WHAT IS EXPECTED — The listing is to be repeated exactly, and its pictures are to be left out.

INPUT MATERIAL —
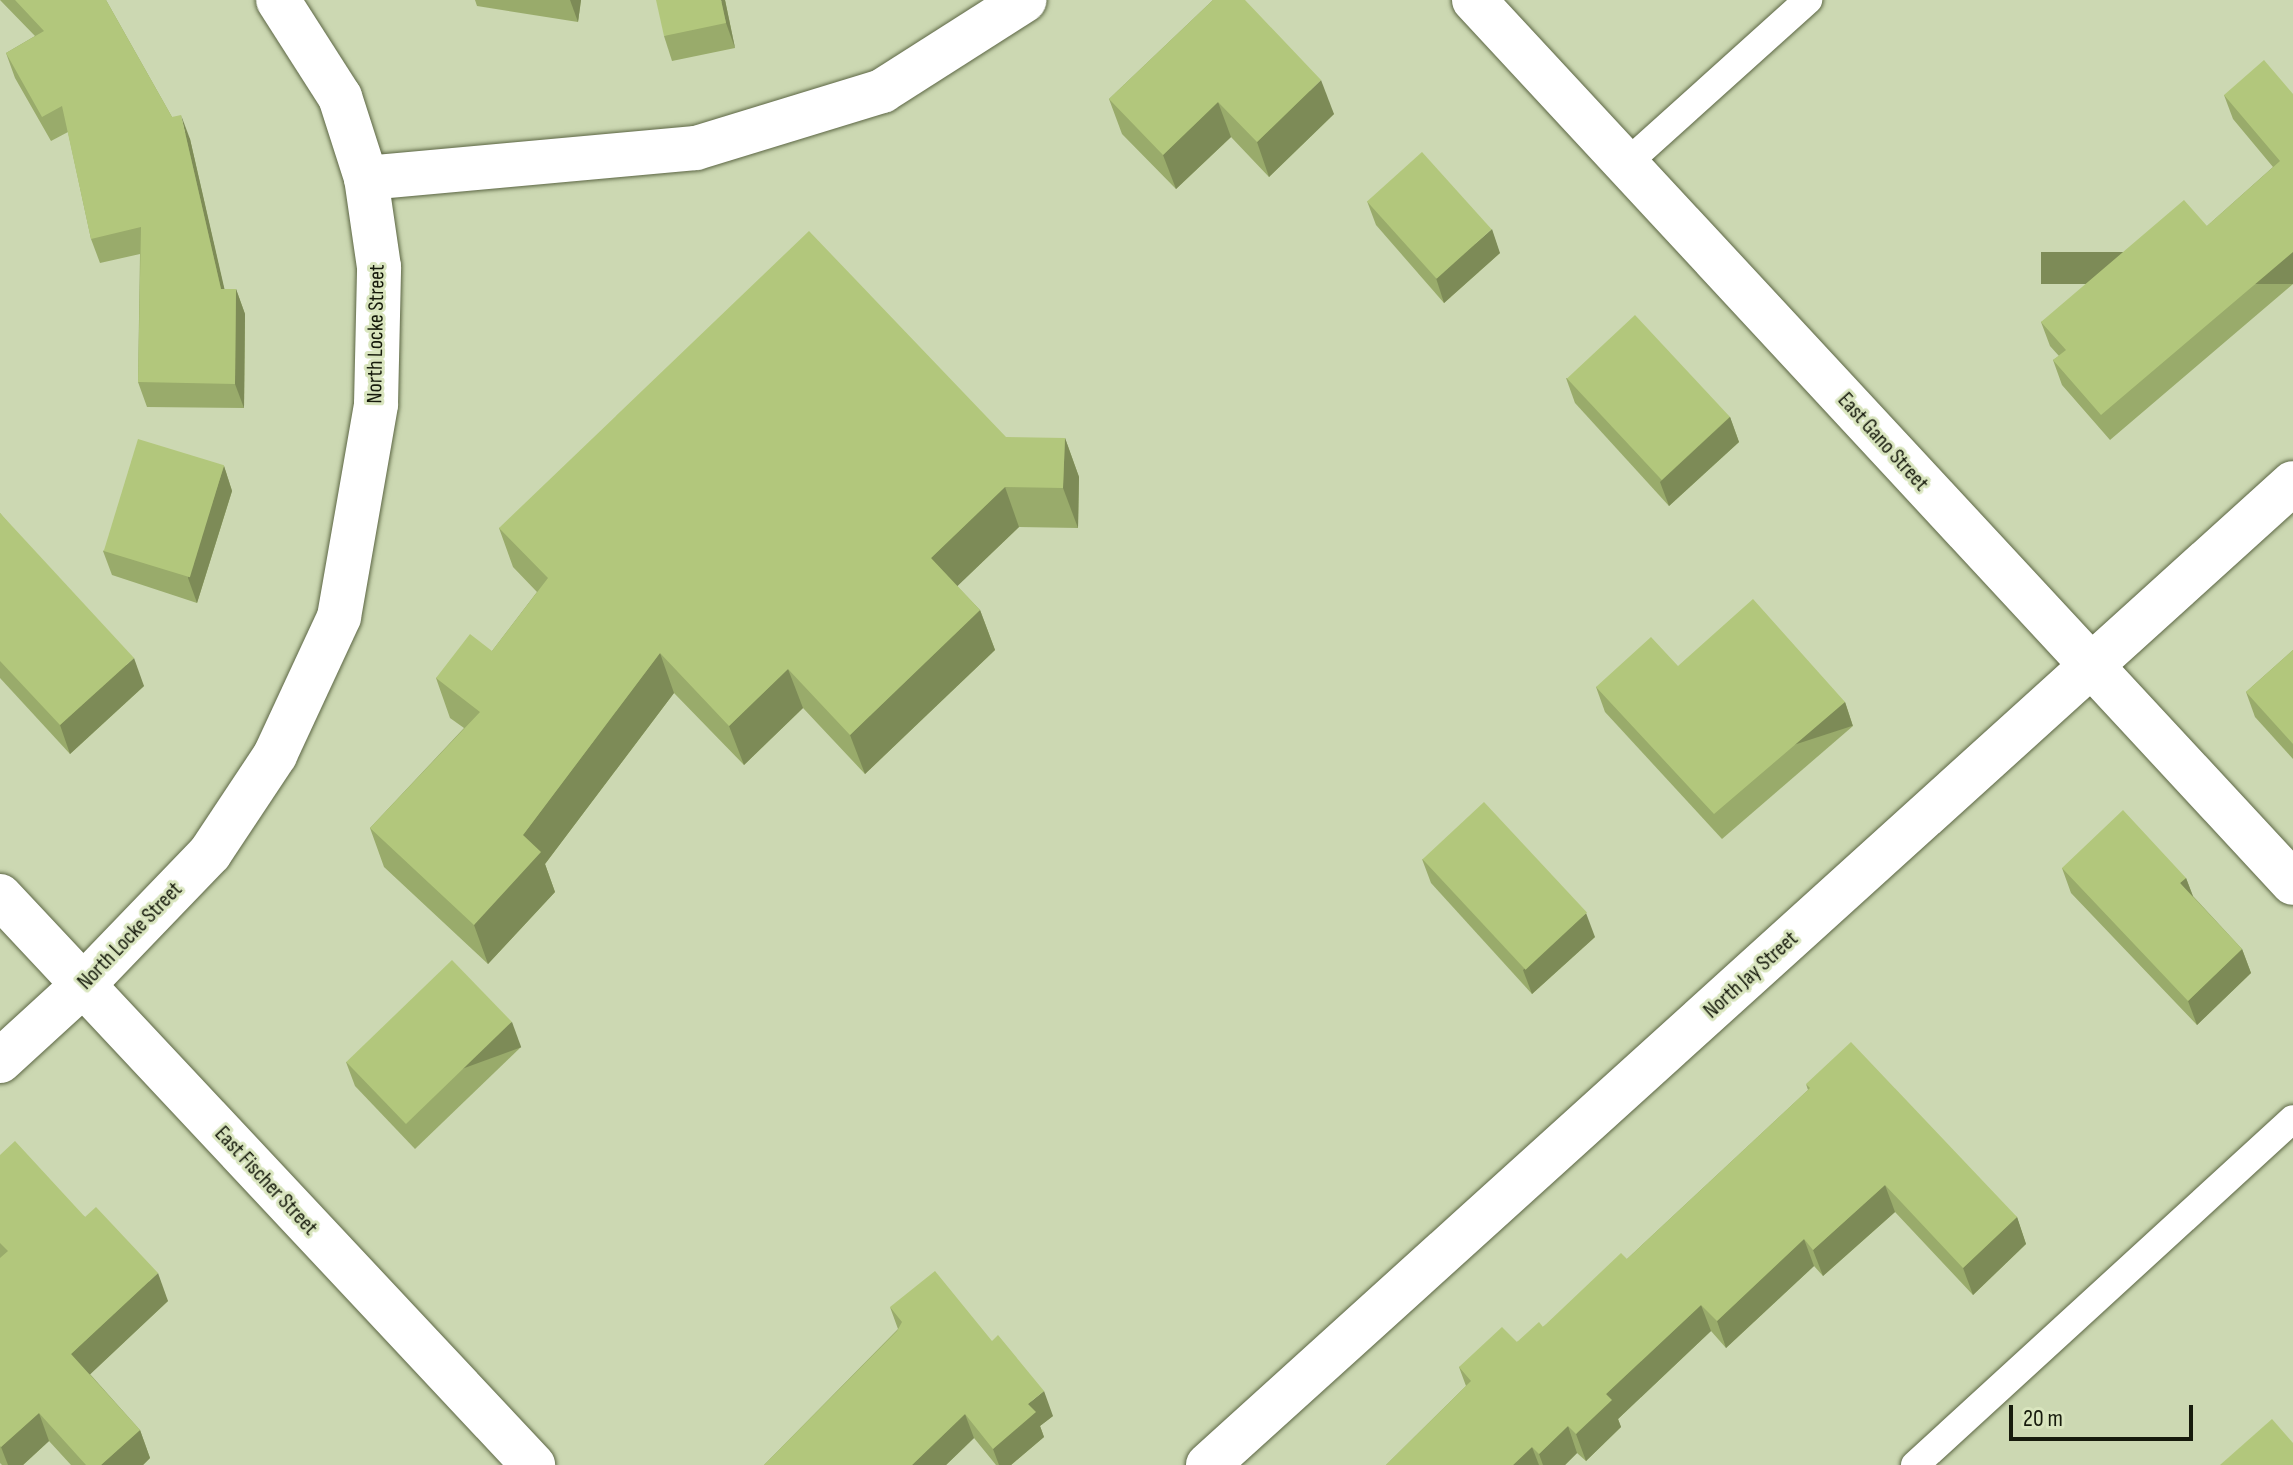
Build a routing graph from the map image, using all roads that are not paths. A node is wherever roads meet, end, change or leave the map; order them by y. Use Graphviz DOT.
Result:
graph roads {
  1 [pos="278,0"];
  2 [pos="1025,0"];
  3 [pos="1474,0"];
  4 [pos="1808,0"];
  5 [pos="1627,163"];
  6 [pos="366,178"];
  7 [pos="2293,483"];
  8 [pos="2090,668"];
  9 [pos="2293,883"];
  10 [pos="0,896"];
  11 [pos="83,985"];
  12 [pos="0,1061"];
  13 [pos="2293,1119"];
  14 [pos="533,1465"];
  15 [pos="1208,1465"];
  16 [pos="1915,1465"];
  1 -- 6 [label="street, North Locke Street"];
  2 -- 6 [label="street"];
  3 -- 5 [label="street, East Gano Street"];
  4 -- 5 [label="lane"];
  5 -- 8 [label="street, East Gano Street"];
  6 -- 11 [label="street, North Locke Street"];
  7 -- 8 [label="street, North Jay Street"];
  8 -- 9 [label="street, East Gano Street"];
  8 -- 15 [label="street, North Jay Street"];
  10 -- 11 [label="street, East Fischer Street"];
  11 -- 12 [label="street, North Locke Street"];
  11 -- 14 [label="street, East Fischer Street"];
  13 -- 16 [label="lane"];
}
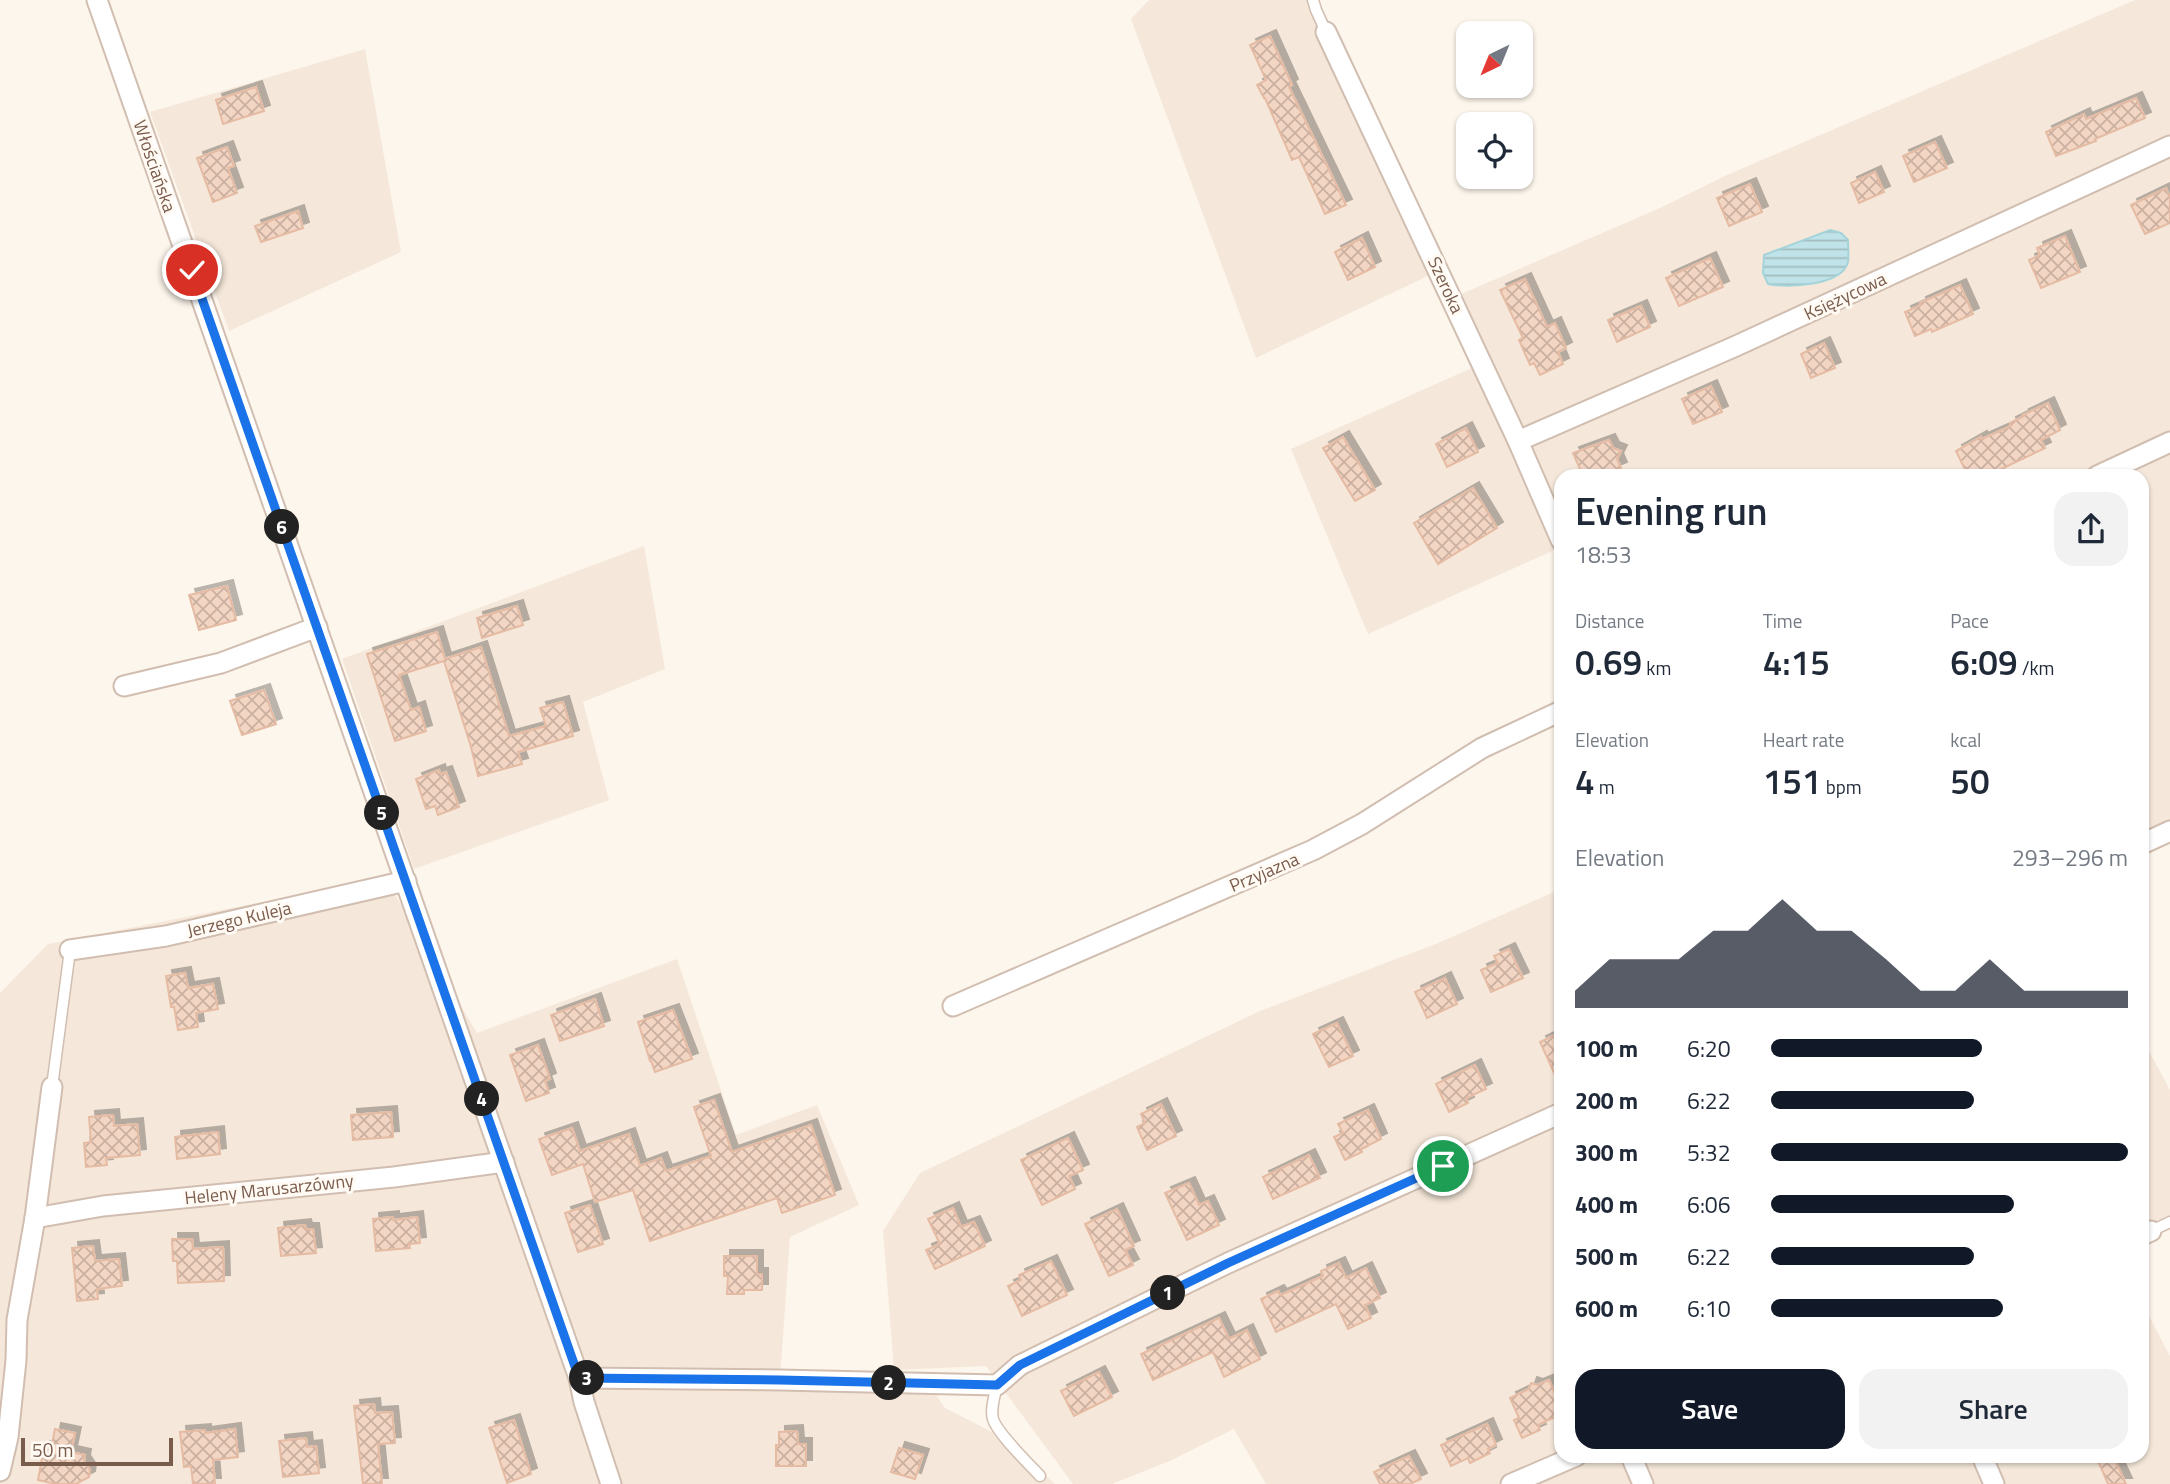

EXERCISE RESULT —
Build a routing graph from the map image, using all roads that are not paths. A node is wherever roads meet, end, change or leave the map; order them by y. Use Graphviz DOT.
Result:
graph roads {
  1 [pos="278,0"];
  2 [pos="1025,0"];
  3 [pos="1474,0"];
  4 [pos="1808,0"];
  5 [pos="1627,163"];
  6 [pos="366,178"];
  7 [pos="2293,483"];
  8 [pos="2090,668"];
  9 [pos="2293,883"];
  10 [pos="0,896"];
  11 [pos="83,985"];
  12 [pos="0,1061"];
  13 [pos="2293,1119"];
  14 [pos="533,1465"];
  15 [pos="1208,1465"];
  16 [pos="1915,1465"];
  1 -- 6 [label="street, North Locke Street"];
  2 -- 6 [label="street"];
  3 -- 5 [label="street, East Gano Street"];
  4 -- 5 [label="lane"];
  5 -- 8 [label="street, East Gano Street"];
  6 -- 11 [label="street, North Locke Street"];
  7 -- 8 [label="street, North Jay Street"];
  8 -- 9 [label="street, East Gano Street"];
  8 -- 15 [label="street, North Jay Street"];
  10 -- 11 [label="street, East Fischer Street"];
  11 -- 12 [label="street, North Locke Street"];
  11 -- 14 [label="street, East Fischer Street"];
  13 -- 16 [label="lane"];
}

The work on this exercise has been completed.